Em reflexão sobre a liberdade de expressão, levando em consideração as amarras às quais a verdade se prende por conta dos mecanismos psíquicos, para Lacan se trata de ter a verdade como causa, não como objetivo. ter como horizonte descobrir coisas como elas são ou de forma mais útil aos humanos, por exemplo, não valida nada. O contraste, o trauma, o real acessado pela verdade como quebra de realidade é que caracterizariam o ponto de partida legítimo de qualquer possibilidade de método de investigação. Agora outra questão: a verdade é necessariamente boa? É necessariamente algo desejável? Edificante? Isso dispensa argumentação se você leu o seminário aqui usado de referência: não.
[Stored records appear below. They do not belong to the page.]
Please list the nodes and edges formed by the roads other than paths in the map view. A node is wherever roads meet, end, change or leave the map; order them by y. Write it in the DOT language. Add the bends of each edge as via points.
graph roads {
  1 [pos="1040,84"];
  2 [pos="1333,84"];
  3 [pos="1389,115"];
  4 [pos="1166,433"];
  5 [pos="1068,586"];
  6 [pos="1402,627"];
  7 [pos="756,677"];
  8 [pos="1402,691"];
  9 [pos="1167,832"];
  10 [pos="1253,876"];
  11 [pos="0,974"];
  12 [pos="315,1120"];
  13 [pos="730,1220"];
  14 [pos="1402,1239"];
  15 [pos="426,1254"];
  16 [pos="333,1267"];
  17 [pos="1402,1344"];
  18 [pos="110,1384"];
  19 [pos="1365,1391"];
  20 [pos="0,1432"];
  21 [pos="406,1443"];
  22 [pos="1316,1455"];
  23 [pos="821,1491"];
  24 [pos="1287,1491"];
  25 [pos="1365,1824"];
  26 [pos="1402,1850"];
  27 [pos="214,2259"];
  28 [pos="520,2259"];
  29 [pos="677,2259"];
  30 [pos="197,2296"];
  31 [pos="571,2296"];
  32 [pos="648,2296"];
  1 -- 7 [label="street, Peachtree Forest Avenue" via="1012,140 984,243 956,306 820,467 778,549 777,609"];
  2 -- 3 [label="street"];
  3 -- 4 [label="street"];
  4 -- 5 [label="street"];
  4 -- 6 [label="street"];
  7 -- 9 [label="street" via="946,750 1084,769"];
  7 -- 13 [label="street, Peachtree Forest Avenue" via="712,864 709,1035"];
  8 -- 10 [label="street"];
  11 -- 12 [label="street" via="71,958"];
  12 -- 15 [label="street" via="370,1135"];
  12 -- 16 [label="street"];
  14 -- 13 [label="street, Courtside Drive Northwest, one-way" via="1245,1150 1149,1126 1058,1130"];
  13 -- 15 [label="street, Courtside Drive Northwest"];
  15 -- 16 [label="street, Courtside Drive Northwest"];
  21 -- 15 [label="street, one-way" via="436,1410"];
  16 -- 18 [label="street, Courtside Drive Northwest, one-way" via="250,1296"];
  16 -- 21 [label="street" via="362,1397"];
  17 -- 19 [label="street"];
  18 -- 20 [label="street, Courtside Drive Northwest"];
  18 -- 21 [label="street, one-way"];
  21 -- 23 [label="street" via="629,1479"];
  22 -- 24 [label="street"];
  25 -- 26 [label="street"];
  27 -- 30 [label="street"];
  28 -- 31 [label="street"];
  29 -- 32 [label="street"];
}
É ingenuidade pensar de outro modo.
E se atinge-se uma verdade que causa fissura e regressão, movimento retrógrado? Não se enganem: que se tenha falado função "paterna", vindo de uma pessoa que fazia questão de neologizar as coisas não para exatidão mas para denunciar o traço de ambiguidade na comunicação é um exemplo de que honestidade intelectual implica contingência de espaço para retrocesso: conservadorismo, reacionarismo e toda sorte de posições estupidificantes. E se chegar o momento em que for a vez de outros corpos teóricos continuarem a saber e nós não? Será que aprenderiam a virtude do silêncio? Será que sairiam da necessidade de alimentar algoritmos com balbucios e verborragias que só captam idiotas?
"Ah, mas se adotamos uma racionalidade dialética e se trata de uma luta que tem existido e dá indícios de que vai continuar a existir, há uma retroalimentação que garante, ao menos, necessidade de atualização, modificação e criação do saber'. Isso não se nega. Aliás, Lacan previu isso e se defende adiantadamente - como Freud costumava fazer - e logo diz: não pensem que sou contra o avanço. Mas o que está acontecendo não é avanço. É crescente desespero; é apelo às mais monstruosas colagens de corpos teóricos que às vezes são completamente incompatíveis epistemicamente na tentativa de descobrir a operacionalidade de tudo que fere os ideais pelos quais lutamos e perpetuam sofrimentos desnecessários.
O que é sugerido é que a consideração dessa contingência mude a postura que se efetiva como uma espécie de avanço sem cautela e reconheça os pontos que possam já ser verdades não para adotarmos uma complacência e inércia, mas para direcionarmos as energias a outros sentidos. Porque é sempre uma possibilidade que tenhamos "perdido" tempo e chegado a becos sem saída; que tenhamos ingressado na carreira errada, etc. Denegar isso pode gerar consequências para o campo, e se perde de vista os objetivos maiores. Há necessidade de tantos grupos com motivação manifesta de mudanças sociais em escalas diversas? Tais grupos estão atentos a isso? Estão educados para a deficiência do saber?